According to Cook – and a slide his marketeers whipped up for the occasion – iOS 6 is now installed on 93 per cent of the 600 million iDevices that Apple has shipped. Cook compared that with 37 per cent of Android devices running Gingerbread, 26 per cent running Ice Cream Sandwich, and 33 per cent running the most recent version of Android, Jelly Bean.
These numbers include only "those versions of Android that talk to the Google Play store, so it doesn't include things like Kindles and Nooks," Cook said. "But even then, it's a pretty bleak story."
Cook also told the assembled developers that iDevices are used for more minutes per day than Android devices. "iPhone users use the iPhone 50 per cent more that Android users use their phones," he said, citing a study by Experian.
"Now this is incredible, but maybe not surprising," he said, eliciting chuckles from his crowd of iOS-loving devs.

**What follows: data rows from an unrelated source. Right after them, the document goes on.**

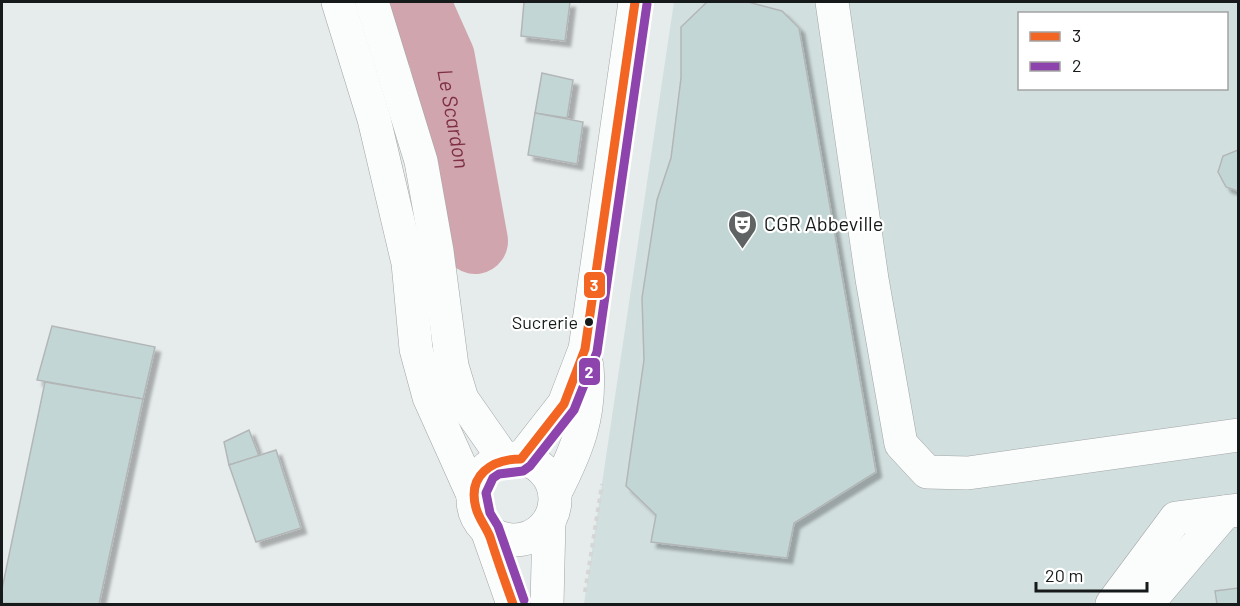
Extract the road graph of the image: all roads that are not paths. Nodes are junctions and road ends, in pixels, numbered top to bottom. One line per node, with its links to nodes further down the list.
1 (338, 2): 8 (main road)
2 (372, 2): 7 (main road)
3 (635, 2): 5 (main road)
4 (832, 2): 6 (main road)
5 (585, 349): 7 (main road); 9 (main road)
6 (1239, 435)
7 (513, 459): 8 (main road); 9 (main road)
8 (473, 495): 11 (main road)
9 (552, 507): 11 (main road); 13 (main road)
10 (1232, 511): 14 (main road); 15 (main road)
11 (487, 530): 12 (main road)
12 (513, 604)
13 (547, 604)
14 (1112, 604)
15 (1148, 604)

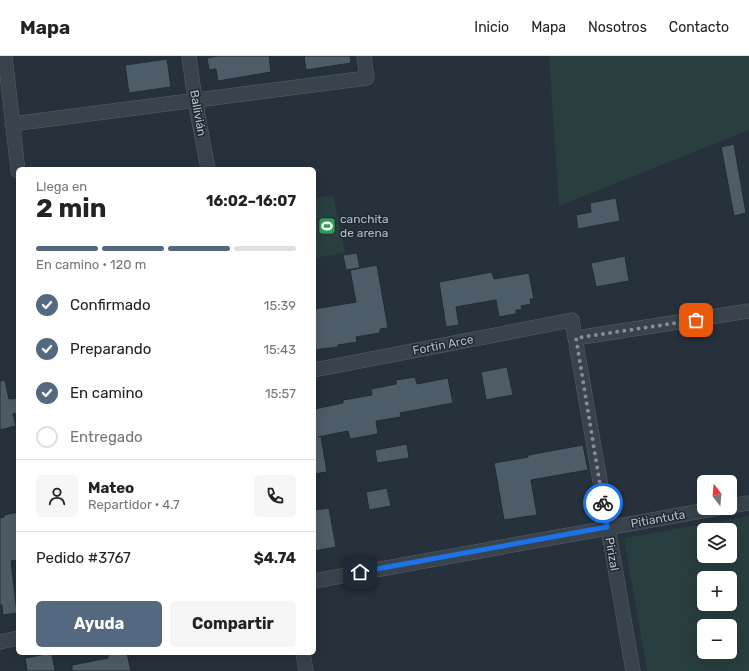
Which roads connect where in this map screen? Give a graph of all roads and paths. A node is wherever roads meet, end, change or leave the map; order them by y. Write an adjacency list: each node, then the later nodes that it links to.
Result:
1 (5, 56): 5 (street)
2 (189, 56): 4 (street, Ballivián)
3 (364, 56): 4 (street)
4 (195, 100): 5 (street); 7 (street, Ballivián)
5 (12, 124): 6 (street)
6 (17, 167)
7 (208, 167)
8 (749, 311): 10 (street)
9 (572, 320): 10 (street, Pirizal); 11 (street, Fortin Arce)
10 (576, 338): 15 (street, Pirizal)
11 (316, 370)
12 (749, 502): 13 (street)
13 (737, 505)
14 (697, 512): 15 (street, Pitiantuta)
15 (607, 527): 16 (street, Pitiantuta); 21 (street, Pirizal)
16 (316, 581)
17 (16, 638): 18 (street)
18 (0, 642)
19 (302, 655): 20 (street)
20 (306, 671)
21 (633, 671)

"It probably doesn't surprise you if people are using them more," he said. "They love them more." To prove this point, he cited a ChangeWave survey that found a 97 per cent level of customer satisfaction among iOS users.
"And if you look at those people that responded that they're very satisfied," he said, "and really look at the detail – which I'm sometimes known to do – you would see that iOS blows out everyone else. Twenty points better than our closest competitor, and almost 25 point better than Android."
He also served up the true meat and potatoes of iOS development to his audience: the money they can make by developing for iOS. Apple, he said, has now paid a total of $10bn to developers. "And the momentum is incredible," he said. "We paid out five billion of that in just the last year."
While mentioning a competitor by name is not unheard of in executive presentations, many that your Reg reporter has attended don't specifically provide such a level of detail – AMD and Intel, for example, do occasionally mention one another, but more often than not they simply refer to "our competitor," and let you figure out the obvious reference.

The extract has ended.